What needs to be done: List each line of the data that holds the string "nodes", please.

── Input records ──

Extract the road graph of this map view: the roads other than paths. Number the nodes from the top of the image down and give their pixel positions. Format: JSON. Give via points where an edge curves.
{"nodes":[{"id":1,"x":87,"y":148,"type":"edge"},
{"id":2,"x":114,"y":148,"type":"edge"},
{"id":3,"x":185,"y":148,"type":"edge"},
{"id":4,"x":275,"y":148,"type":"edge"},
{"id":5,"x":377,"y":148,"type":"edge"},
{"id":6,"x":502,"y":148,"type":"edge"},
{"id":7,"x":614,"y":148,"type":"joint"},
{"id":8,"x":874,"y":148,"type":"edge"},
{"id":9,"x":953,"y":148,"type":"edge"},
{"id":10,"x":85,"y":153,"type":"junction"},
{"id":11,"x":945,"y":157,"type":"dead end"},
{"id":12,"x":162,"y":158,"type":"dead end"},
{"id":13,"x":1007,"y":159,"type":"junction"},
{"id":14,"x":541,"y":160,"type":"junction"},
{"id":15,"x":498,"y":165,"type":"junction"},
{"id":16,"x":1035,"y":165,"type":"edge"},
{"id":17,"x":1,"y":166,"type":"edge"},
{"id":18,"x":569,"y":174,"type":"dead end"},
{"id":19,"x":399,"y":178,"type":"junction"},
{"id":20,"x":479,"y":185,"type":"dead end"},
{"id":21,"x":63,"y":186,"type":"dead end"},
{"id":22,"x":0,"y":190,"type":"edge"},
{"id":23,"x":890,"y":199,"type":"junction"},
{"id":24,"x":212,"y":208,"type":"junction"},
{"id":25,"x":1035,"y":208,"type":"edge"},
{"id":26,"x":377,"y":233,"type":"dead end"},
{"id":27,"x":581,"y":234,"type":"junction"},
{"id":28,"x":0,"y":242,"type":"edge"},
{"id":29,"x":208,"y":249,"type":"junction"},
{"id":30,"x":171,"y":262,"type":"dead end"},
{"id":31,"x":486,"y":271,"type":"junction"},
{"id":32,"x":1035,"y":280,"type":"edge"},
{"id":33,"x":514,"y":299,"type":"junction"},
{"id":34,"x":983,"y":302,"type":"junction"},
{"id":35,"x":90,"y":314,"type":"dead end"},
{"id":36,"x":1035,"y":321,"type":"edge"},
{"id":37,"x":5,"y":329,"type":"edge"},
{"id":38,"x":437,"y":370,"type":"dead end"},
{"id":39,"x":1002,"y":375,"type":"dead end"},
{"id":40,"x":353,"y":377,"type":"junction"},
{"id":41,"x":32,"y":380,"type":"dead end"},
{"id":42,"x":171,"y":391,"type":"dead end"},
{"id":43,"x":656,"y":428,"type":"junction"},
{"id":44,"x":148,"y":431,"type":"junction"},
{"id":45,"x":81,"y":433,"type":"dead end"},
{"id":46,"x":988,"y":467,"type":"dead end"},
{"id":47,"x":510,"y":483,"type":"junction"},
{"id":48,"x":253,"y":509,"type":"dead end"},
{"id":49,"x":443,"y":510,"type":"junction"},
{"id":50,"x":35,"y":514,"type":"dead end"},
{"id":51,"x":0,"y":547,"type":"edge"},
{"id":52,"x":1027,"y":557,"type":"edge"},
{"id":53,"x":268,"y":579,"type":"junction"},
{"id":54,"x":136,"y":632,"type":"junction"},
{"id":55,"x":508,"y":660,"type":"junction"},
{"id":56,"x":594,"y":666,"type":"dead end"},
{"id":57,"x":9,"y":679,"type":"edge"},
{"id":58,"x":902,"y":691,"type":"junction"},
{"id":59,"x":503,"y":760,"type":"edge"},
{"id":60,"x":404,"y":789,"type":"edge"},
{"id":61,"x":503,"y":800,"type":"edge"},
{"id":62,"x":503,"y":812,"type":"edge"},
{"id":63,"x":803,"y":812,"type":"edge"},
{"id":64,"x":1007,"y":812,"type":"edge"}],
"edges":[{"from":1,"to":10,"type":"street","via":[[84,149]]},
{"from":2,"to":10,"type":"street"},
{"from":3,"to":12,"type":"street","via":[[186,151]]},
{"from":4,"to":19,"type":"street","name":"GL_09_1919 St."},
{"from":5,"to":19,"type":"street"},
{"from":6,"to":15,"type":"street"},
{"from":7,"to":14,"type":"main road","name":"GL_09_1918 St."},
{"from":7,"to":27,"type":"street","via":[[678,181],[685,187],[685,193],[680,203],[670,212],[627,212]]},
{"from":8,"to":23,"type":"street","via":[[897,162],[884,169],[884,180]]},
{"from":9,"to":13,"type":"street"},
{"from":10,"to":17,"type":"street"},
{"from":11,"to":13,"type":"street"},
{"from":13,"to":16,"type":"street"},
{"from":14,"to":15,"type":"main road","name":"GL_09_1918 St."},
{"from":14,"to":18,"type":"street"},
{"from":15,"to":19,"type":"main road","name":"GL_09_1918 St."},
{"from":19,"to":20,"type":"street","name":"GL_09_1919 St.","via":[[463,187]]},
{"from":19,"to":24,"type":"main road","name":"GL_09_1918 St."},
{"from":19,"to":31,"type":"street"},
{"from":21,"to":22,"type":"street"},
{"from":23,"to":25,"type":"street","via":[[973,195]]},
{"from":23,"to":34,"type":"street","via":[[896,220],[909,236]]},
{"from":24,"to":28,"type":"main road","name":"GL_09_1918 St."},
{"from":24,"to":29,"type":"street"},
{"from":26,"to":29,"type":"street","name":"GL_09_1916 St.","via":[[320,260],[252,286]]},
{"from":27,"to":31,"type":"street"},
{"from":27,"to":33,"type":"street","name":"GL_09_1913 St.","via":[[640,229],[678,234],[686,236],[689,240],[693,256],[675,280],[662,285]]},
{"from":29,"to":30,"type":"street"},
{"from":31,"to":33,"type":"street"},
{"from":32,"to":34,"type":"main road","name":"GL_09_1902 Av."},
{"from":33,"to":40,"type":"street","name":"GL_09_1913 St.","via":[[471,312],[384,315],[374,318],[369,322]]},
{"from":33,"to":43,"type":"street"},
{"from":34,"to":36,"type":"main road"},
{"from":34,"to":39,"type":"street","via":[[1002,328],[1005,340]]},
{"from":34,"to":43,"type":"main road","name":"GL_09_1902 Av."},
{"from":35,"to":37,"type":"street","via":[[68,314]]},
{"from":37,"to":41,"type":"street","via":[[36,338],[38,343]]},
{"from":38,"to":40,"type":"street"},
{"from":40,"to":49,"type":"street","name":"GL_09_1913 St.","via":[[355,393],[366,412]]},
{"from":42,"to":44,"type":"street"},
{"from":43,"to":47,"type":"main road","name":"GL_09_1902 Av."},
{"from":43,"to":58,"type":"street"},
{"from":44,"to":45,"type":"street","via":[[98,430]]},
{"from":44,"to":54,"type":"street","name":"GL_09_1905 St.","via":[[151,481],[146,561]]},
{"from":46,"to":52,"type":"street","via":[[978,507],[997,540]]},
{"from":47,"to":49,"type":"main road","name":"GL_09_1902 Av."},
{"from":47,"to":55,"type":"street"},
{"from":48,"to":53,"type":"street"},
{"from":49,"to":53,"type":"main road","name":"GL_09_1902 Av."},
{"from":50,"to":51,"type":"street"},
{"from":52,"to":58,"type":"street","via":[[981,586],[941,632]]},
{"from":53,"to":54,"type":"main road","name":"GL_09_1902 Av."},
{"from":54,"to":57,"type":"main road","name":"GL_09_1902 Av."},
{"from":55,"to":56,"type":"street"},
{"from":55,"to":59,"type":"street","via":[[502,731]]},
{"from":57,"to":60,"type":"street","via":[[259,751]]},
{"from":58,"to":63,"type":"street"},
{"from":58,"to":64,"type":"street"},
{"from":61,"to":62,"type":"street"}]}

───

Result of this exercise:
Extract the road graph of this map view: the roads other than paths. Number the nodes from the top of the image down and give their pixel positions. Format: JSON. Give via points where an edge curves.
{"nodes":[{"id":1,"x":87,"y":148,"type":"edge"},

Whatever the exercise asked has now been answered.